(Collected data)
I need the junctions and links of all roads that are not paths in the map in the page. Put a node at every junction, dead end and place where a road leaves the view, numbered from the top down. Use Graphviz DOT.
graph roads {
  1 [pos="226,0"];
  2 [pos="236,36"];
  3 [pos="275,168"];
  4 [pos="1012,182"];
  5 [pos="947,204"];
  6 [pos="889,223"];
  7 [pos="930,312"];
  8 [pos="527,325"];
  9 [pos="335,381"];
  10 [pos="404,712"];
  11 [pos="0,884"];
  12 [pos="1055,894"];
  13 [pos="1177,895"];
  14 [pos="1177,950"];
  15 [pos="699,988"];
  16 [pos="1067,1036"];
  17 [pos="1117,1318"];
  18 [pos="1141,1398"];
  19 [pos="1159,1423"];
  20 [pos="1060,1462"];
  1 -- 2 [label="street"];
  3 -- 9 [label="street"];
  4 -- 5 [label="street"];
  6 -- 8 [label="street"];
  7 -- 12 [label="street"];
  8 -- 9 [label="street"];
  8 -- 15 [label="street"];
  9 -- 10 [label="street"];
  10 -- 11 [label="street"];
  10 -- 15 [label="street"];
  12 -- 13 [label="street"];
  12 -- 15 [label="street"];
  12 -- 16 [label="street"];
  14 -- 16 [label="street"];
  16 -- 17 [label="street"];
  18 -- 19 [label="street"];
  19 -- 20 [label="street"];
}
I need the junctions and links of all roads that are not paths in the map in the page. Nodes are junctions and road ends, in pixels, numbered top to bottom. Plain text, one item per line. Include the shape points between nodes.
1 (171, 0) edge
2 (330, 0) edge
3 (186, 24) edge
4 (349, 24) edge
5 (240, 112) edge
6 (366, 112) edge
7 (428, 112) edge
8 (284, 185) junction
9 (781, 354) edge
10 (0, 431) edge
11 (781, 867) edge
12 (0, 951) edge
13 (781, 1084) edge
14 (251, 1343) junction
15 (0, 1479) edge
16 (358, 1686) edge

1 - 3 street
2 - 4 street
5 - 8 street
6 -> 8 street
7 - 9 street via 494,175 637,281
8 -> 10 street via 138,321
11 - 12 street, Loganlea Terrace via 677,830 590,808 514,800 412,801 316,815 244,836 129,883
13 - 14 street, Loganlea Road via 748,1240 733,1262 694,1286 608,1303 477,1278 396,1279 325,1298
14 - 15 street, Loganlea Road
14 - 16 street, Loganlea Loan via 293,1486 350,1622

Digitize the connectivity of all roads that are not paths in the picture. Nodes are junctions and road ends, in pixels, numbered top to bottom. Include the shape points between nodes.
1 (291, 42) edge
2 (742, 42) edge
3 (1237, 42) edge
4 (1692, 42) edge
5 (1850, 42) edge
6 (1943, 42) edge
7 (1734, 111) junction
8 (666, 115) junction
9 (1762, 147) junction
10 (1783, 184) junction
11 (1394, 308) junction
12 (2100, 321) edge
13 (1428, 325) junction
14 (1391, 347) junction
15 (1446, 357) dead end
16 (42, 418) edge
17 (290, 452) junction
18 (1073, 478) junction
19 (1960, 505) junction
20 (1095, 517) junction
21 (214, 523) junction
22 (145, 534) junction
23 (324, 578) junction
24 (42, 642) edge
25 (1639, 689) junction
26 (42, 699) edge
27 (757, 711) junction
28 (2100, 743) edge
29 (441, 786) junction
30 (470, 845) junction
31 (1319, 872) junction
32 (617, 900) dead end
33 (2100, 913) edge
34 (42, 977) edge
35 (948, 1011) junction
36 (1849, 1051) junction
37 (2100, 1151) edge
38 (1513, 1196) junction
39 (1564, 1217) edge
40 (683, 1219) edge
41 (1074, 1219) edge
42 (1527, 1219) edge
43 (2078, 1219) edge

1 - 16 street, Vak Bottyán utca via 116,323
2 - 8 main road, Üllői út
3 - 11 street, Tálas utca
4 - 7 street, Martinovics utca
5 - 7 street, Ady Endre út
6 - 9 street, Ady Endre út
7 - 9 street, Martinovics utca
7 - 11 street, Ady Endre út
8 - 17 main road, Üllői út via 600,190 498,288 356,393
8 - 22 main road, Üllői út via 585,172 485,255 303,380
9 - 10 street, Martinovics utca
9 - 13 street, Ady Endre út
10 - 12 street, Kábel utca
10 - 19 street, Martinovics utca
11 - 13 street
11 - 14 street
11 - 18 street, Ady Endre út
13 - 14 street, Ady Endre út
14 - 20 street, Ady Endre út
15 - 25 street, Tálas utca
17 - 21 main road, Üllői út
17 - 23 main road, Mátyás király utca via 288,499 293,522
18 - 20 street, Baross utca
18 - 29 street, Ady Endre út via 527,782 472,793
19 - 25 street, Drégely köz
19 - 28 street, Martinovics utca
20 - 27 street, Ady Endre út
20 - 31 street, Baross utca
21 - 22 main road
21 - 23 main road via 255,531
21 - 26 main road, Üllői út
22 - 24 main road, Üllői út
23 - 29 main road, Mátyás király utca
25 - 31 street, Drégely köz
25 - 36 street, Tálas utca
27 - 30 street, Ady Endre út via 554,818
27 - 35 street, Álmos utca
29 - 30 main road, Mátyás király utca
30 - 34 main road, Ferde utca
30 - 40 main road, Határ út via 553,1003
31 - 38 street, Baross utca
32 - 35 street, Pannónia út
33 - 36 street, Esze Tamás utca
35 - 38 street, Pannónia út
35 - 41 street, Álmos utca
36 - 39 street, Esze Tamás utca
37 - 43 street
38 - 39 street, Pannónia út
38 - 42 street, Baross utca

** AIM OF THE EXERCISE **
Among the entries, how many lines include the word "page"? Answer with a single number and nothing further.

** ANSWER FOR THE TASK **
2